What needs to be done:
How many lines below include the string "street"? State the number alone.

[Stored data entries]
-- Opening Marker --

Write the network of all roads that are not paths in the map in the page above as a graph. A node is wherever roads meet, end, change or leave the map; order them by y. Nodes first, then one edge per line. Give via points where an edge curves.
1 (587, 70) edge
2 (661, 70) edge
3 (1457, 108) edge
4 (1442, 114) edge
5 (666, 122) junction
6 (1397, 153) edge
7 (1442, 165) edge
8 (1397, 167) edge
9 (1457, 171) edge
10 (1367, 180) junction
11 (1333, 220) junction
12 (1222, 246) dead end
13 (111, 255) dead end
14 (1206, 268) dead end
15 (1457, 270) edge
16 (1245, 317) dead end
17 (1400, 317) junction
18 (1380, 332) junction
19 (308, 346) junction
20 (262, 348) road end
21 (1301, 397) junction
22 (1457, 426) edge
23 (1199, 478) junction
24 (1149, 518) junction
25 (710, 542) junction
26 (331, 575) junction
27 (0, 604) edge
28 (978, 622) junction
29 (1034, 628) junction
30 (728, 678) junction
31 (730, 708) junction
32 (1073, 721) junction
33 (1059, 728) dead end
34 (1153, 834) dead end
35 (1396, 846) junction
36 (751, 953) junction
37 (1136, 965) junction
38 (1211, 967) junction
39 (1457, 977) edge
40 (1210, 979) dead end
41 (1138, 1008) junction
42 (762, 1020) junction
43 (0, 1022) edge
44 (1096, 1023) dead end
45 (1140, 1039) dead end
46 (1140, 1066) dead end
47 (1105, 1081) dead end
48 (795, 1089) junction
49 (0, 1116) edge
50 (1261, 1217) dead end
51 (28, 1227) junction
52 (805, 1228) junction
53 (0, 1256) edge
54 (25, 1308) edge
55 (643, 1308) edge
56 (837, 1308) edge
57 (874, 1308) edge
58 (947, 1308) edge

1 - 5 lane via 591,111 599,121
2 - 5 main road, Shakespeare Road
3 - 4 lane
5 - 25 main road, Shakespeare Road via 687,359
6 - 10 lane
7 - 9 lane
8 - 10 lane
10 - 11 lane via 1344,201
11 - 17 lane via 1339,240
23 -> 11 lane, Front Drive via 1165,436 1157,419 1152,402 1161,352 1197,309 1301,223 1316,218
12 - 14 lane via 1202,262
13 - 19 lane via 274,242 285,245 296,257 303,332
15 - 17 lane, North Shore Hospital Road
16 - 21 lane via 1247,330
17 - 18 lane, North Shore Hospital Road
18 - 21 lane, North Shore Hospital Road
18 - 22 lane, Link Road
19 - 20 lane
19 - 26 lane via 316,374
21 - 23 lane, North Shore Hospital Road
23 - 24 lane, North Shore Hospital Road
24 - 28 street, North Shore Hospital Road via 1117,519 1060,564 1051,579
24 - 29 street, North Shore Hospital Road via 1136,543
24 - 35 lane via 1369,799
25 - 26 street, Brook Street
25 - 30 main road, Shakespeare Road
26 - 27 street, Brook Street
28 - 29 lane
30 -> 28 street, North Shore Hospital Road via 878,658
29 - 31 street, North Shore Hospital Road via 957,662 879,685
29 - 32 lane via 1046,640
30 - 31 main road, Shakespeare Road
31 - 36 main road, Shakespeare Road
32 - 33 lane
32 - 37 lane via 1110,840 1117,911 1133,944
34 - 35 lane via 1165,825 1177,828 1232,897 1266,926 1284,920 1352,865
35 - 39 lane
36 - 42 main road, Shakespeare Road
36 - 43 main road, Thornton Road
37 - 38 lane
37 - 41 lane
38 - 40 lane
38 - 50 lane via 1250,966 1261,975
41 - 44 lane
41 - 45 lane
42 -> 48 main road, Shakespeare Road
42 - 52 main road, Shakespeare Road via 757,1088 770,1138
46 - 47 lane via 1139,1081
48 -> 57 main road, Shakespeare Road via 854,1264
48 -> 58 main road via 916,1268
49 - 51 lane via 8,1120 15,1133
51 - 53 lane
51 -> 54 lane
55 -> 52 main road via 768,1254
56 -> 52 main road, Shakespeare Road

-- Closing Marker --

Output for this task:
6